Erfreulich hingegen sei die reiche kulturelle Szene Afrikas, die sich mittlerweile über die ganze Welt verbreitet hat - am meisten die Musik. Auch im Bereich der bildenden Kunst, Design und Mode müsse sich Afrika nicht verstecken. Afrika ohne Perspektive? «Stimmt nur zum Teil», sagt Barbara Müller. «Afrikas Bevölkerung ist jung. Es herrscht eine unglaubliche Dynamik. Architektur und Städteplanung sind nicht zu unterschätzen», so die Ethnologin.
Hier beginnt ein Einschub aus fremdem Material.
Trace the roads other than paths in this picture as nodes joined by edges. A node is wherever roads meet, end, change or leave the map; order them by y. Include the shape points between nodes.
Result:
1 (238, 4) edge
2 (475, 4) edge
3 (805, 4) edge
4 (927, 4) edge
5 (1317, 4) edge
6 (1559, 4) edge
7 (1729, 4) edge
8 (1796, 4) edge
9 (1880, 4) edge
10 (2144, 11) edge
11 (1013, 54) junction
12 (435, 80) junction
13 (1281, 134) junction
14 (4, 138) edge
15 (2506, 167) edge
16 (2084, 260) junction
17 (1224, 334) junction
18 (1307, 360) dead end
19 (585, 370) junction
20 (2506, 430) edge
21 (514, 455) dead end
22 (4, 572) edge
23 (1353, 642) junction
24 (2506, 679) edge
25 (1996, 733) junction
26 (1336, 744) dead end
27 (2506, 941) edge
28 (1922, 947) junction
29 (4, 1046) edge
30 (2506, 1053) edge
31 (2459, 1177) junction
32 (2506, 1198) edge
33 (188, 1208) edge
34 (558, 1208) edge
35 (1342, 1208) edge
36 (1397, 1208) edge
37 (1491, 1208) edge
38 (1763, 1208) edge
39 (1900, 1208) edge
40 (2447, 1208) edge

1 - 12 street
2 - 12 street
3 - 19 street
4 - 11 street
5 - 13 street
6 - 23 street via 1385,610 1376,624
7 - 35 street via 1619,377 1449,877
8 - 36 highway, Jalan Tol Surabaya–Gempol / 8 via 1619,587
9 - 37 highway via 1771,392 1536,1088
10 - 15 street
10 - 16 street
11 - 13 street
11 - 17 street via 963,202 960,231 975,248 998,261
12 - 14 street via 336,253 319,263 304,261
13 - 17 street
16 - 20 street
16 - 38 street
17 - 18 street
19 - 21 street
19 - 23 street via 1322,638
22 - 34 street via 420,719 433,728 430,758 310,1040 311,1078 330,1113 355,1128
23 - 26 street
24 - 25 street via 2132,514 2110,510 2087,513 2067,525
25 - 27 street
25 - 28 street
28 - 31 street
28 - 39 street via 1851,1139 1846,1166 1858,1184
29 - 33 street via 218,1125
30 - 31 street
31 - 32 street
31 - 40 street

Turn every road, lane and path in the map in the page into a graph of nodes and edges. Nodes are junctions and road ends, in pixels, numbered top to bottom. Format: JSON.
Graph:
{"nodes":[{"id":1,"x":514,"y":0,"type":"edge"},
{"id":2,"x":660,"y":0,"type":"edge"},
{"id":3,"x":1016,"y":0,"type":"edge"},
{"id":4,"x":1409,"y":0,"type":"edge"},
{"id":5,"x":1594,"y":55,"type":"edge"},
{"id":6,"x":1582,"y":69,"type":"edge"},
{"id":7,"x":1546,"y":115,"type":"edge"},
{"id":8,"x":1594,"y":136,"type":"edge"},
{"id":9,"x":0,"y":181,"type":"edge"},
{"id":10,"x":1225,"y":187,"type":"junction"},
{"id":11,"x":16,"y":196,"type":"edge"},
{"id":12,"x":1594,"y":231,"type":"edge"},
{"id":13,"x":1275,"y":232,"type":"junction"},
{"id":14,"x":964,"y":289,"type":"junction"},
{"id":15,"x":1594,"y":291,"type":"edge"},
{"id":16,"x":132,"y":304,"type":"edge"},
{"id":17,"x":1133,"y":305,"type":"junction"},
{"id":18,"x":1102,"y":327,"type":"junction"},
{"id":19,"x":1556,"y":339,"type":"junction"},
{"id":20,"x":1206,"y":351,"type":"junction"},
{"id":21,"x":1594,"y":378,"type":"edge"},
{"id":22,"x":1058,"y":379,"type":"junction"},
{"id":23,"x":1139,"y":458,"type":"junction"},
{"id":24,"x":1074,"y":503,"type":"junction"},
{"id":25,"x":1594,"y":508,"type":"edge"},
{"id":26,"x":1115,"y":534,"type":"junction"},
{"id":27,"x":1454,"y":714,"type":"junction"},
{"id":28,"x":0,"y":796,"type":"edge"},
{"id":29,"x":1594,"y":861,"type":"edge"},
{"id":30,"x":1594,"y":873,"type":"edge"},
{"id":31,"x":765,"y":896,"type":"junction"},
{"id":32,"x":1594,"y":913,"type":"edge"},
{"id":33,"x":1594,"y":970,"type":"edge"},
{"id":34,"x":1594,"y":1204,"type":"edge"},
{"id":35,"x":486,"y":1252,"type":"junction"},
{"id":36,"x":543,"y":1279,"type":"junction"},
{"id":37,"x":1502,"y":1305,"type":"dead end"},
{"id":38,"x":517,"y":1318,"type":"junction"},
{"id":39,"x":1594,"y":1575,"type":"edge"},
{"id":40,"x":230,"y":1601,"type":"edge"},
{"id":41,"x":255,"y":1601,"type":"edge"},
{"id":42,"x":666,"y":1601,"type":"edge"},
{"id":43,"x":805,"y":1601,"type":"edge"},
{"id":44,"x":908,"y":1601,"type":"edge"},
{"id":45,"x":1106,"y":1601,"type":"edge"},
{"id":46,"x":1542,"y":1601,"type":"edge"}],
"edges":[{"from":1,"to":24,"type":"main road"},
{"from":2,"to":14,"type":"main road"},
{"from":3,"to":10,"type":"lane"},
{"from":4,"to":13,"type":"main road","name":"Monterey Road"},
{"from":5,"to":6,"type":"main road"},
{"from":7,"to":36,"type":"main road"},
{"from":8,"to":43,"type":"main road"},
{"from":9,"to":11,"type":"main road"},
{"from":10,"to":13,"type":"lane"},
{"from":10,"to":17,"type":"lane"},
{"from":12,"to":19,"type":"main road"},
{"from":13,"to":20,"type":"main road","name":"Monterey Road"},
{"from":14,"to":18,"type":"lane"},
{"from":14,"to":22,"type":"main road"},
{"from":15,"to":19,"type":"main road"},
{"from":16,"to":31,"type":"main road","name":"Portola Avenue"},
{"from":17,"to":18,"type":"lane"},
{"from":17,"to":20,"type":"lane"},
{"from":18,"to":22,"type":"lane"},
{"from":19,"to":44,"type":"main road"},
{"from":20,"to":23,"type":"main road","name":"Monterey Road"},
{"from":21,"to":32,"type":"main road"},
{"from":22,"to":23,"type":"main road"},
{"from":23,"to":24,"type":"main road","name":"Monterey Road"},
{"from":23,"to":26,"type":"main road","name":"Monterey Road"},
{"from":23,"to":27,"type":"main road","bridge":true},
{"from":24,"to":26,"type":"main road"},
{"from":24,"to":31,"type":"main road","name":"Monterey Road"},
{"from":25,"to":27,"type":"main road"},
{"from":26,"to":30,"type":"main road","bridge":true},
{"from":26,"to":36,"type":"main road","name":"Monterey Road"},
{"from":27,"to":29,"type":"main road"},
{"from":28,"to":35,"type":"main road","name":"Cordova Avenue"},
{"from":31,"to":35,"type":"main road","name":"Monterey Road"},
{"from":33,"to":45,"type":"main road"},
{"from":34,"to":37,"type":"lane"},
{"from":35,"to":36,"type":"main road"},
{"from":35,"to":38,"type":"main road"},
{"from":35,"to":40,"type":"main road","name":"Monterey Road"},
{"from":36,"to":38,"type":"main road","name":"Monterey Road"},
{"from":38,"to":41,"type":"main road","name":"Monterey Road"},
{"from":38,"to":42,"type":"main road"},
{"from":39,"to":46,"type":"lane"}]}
Wichtig ist dem Afrika-Komitee nicht zuletzt der kulturelle Austausch und das Sichtbarmachen des Reichtums der afrikanischen Kultur.

«Der guten Arbeit des Afrika-Komitees könnte man mehr Wahrnehmung in der Öffentlichkeit wünschen.»

von Georg Kreis, Basler Historiker

Auch Aussenstehende schätzen die Arbeit des Komitees. So meint beispielsweise der Basler Historiker Georg Kreis: «Der guten Arbeit des Afrika-Komitees könnte man mehr Wahrnehmung in der Öffentlichkeit wünschen. Das heisst, das Komitee müsste sich vielleicht selbst sichtbarer bzw. hörbarer machen und so eine stärkere öffentliche Stimme in den Wortmeldungen der vielen nach Aufmerksamkeit schreienden Interessenvertretungen erlangen.»

Ein Fest zum 50sten

Das Afrika-Komitee Basel feiert am Samstag, 9. September, im Gundeldingerfeld in Basel sein 50-jähriges Bestehen, zusammen mit dem Fonds Fepa, der seit 60 Jahren besteht. Dieser unterstützt seit 60 Jahren Selbsthilfeprojekte in Simbabwe und Südafrika. Das Programm ist vielfältig: Das Afrika-Komitee zeigt ein ca. 10-minütiges Video über die eigene Geschichte . Es gibt eine Gesprächsrunde über die Solidaritätsarbeit mit Mitgliedern des Afrikas-Komitees und mit Marcel Dreier vom Fepa, moderiert von Ruedi Küng, ehemaliger SRF-Korrespondent für Afrika. Und nach dem Apéro gibt’s eine halbe Stunde Jazz aus Südafrika.